Images do not belong in the copy. Retype the entries exactly.

::: AVAILABLE DATA :::

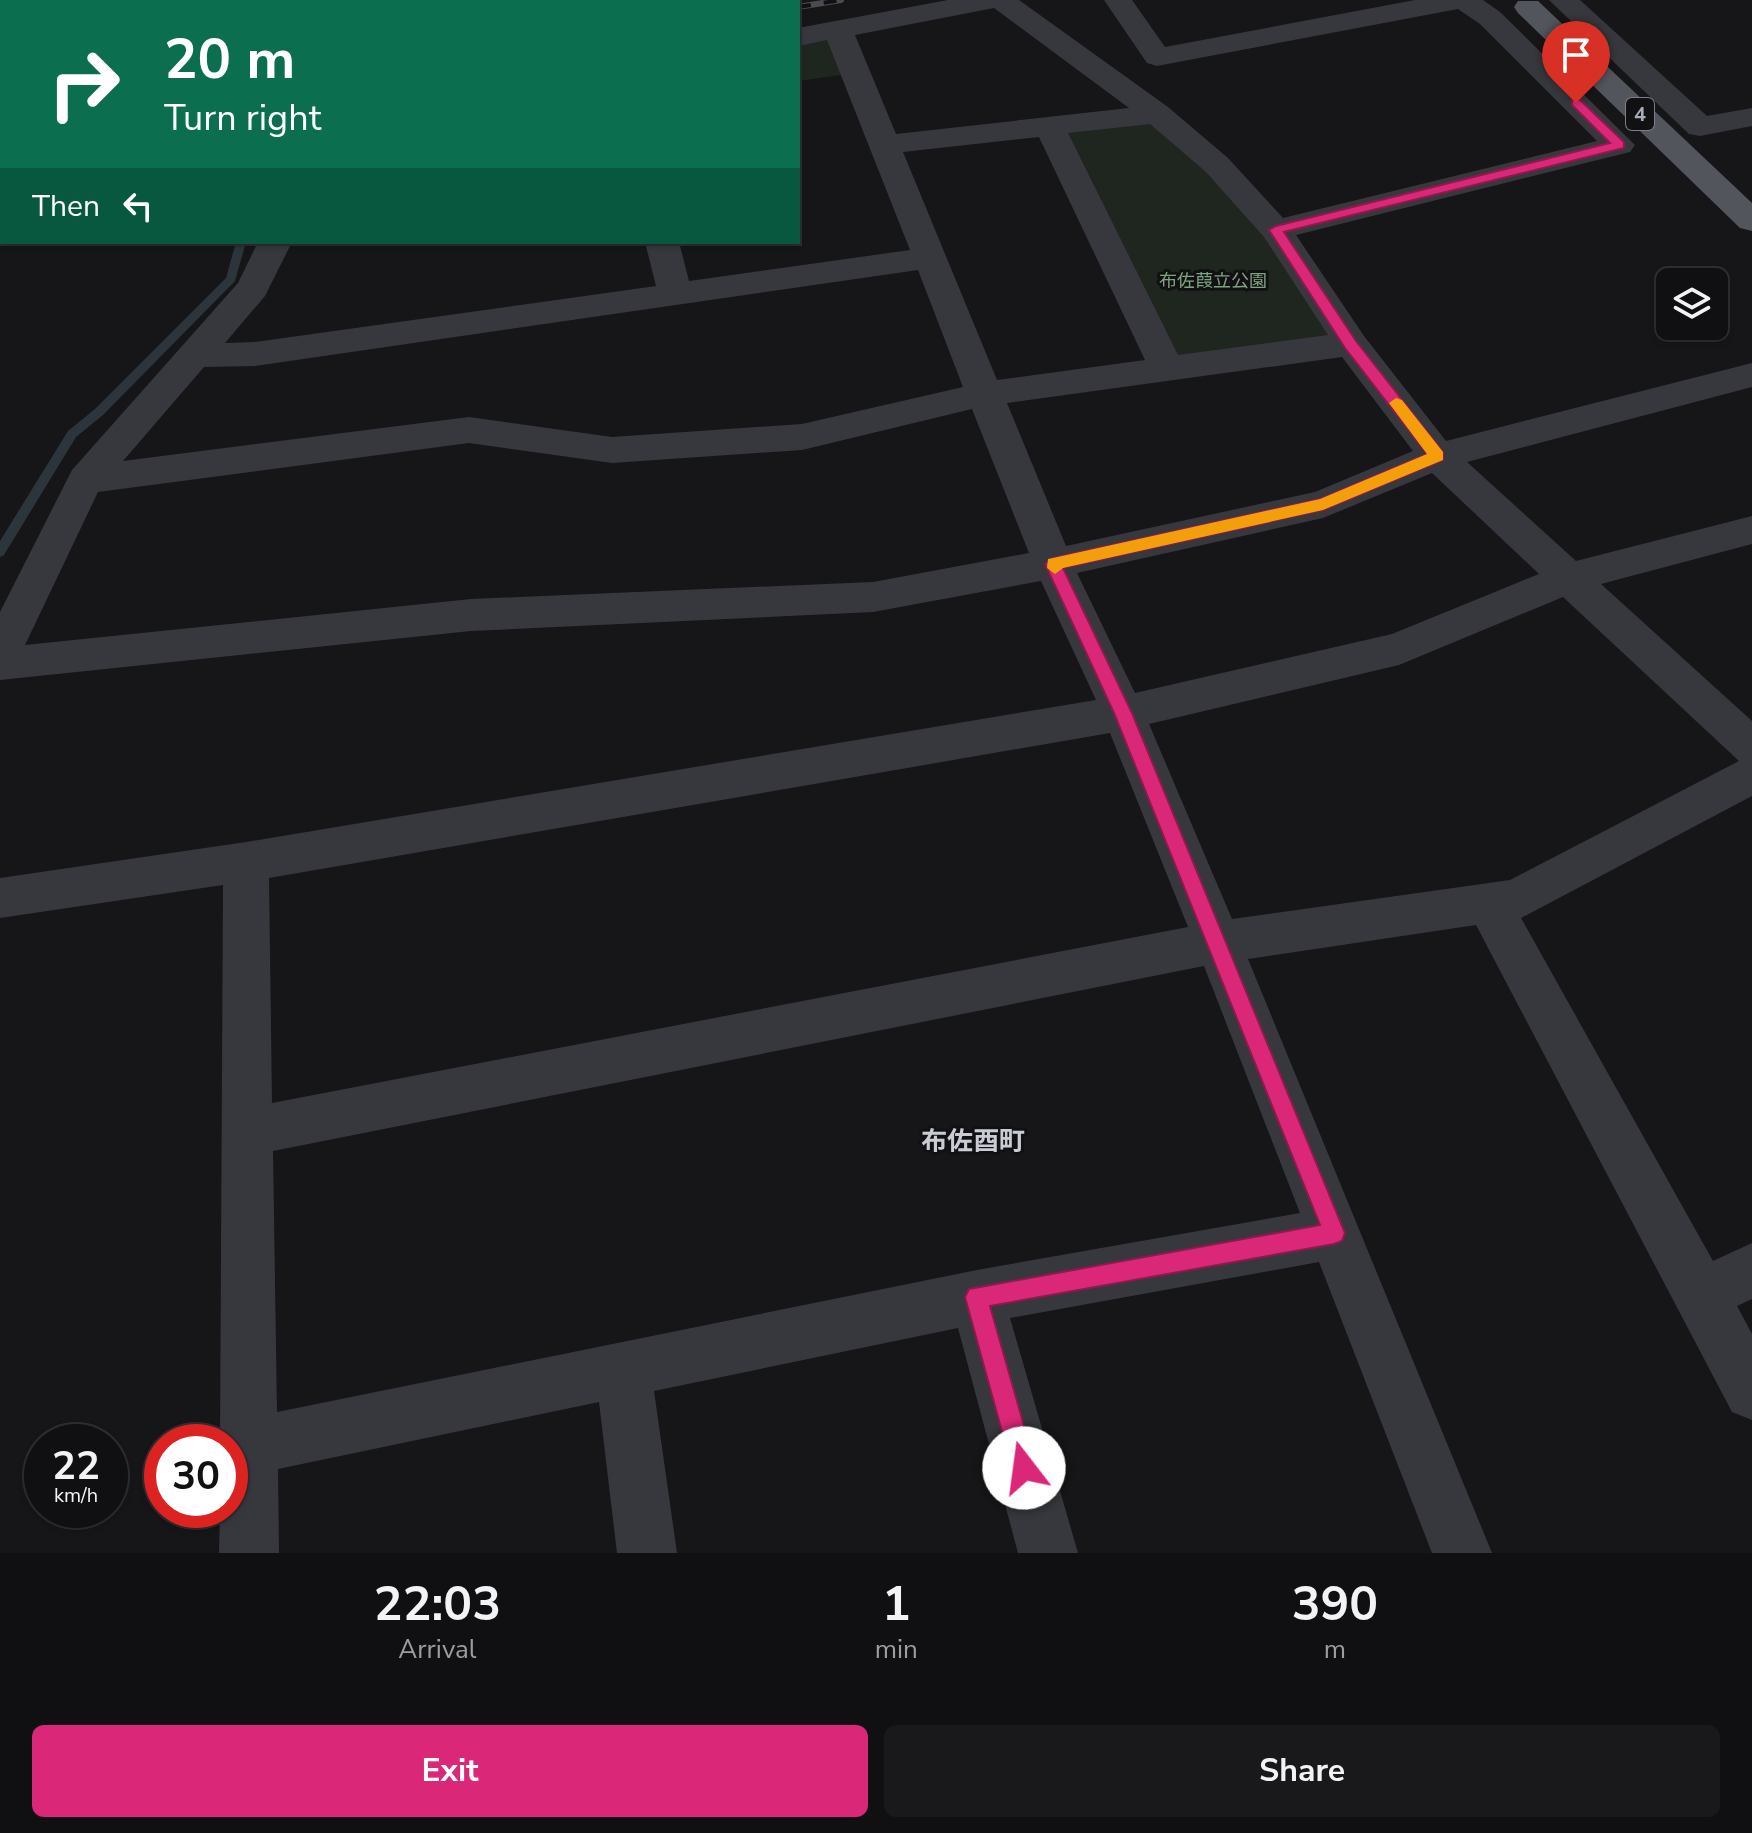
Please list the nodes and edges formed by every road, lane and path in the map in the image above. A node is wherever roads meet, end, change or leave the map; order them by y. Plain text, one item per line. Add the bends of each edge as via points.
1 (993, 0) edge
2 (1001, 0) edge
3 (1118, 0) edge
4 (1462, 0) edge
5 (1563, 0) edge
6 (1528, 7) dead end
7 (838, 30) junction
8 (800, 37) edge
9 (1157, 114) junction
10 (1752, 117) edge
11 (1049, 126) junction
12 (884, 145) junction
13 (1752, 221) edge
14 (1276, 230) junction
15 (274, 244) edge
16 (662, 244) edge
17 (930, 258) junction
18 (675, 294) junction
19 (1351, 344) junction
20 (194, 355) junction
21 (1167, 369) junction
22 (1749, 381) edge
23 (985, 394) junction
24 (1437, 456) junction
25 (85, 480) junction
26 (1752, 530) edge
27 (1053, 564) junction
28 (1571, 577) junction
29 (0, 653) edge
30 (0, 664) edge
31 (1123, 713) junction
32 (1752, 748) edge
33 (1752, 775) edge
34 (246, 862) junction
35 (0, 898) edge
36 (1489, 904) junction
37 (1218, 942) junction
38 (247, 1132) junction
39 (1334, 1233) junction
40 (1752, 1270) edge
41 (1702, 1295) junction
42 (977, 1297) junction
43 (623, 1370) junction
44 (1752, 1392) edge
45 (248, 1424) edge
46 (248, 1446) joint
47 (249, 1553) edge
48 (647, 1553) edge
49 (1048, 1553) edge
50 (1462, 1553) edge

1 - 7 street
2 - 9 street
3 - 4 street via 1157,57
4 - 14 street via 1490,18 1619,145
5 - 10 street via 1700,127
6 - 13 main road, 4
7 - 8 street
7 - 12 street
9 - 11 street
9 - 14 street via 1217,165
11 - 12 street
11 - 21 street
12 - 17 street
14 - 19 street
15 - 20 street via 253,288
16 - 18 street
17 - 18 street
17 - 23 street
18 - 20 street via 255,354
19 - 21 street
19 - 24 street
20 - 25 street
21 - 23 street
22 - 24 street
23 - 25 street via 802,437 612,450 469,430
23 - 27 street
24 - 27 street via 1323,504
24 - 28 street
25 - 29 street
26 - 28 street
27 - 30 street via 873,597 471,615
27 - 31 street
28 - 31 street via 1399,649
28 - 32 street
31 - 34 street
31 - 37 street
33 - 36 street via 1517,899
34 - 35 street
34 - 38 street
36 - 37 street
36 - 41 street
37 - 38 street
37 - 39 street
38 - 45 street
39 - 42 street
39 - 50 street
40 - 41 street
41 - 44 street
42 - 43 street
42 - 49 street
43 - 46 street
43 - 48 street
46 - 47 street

:::

**YOUR SOLUTION:**
Please list the nodes and edges formed by every road, lane and path in the map in the image above. A node is wherever roads meet, end, change or leave the map; order them by y. Plain text, one item per line. Add the bends of each edge as via points.
1 (993, 0) edge
2 (1001, 0) edge
3 (1118, 0) edge
4 (1462, 0) edge
5 (1563, 0) edge
6 (1528, 7) dead end
7 (838, 30) junction
8 (800, 37) edge
9 (1157, 114) junction
10 (1752, 117) edge
11 (1049, 126) junction
12 (884, 145) junction
13 (1752, 221) edge
14 (1276, 230) junction
15 (274, 244) edge
16 (662, 244) edge
17 (930, 258) junction
18 (675, 294) junction
19 (1351, 344) junction
20 (194, 355) junction
21 (1167, 369) junction
22 (1749, 381) edge
23 (985, 394) junction
24 (1437, 456) junction
25 (85, 480) junction
26 (1752, 530) edge
27 (1053, 564) junction
28 (1571, 577) junction
29 (0, 653) edge
30 (0, 664) edge
31 (1123, 713) junction
32 (1752, 748) edge
33 (1752, 775) edge
34 (246, 862) junction
35 (0, 898) edge
36 (1489, 904) junction
37 (1218, 942) junction
38 (247, 1132) junction
39 (1334, 1233) junction
40 (1752, 1270) edge
41 (1702, 1295) junction
42 (977, 1297) junction
43 (623, 1370) junction
44 (1752, 1392) edge
45 (248, 1424) edge
46 (248, 1446) joint
47 (249, 1553) edge
48 (647, 1553) edge
49 (1048, 1553) edge
50 (1462, 1553) edge

1 - 7 street
2 - 9 street
3 - 4 street via 1157,57
4 - 14 street via 1490,18 1619,145
5 - 10 street via 1700,127
6 - 13 main road, 4
7 - 8 street
7 - 12 street
9 - 11 street
9 - 14 street via 1217,165
11 - 12 street
11 - 21 street
12 - 17 street
14 - 19 street
15 - 20 street via 253,288
16 - 18 street
17 - 18 street
17 - 23 street
18 - 20 street via 255,354
19 - 21 street
19 - 24 street
20 - 25 street
21 - 23 street
22 - 24 street
23 - 25 street via 802,437 612,450 469,430
23 - 27 street
24 - 27 street via 1323,504
24 - 28 street
25 - 29 street
26 - 28 street
27 - 30 street via 873,597 471,615
27 - 31 street
28 - 31 street via 1399,649
28 - 32 street
31 - 34 street
31 - 37 street
33 - 36 street via 1517,899
34 - 35 street
34 - 38 street
36 - 37 street
36 - 41 street
37 - 38 street
37 - 39 street
38 - 45 street
39 - 42 street
39 - 50 street
40 - 41 street
41 - 44 street
42 - 43 street
42 - 49 street
43 - 46 street
43 - 48 street
46 - 47 street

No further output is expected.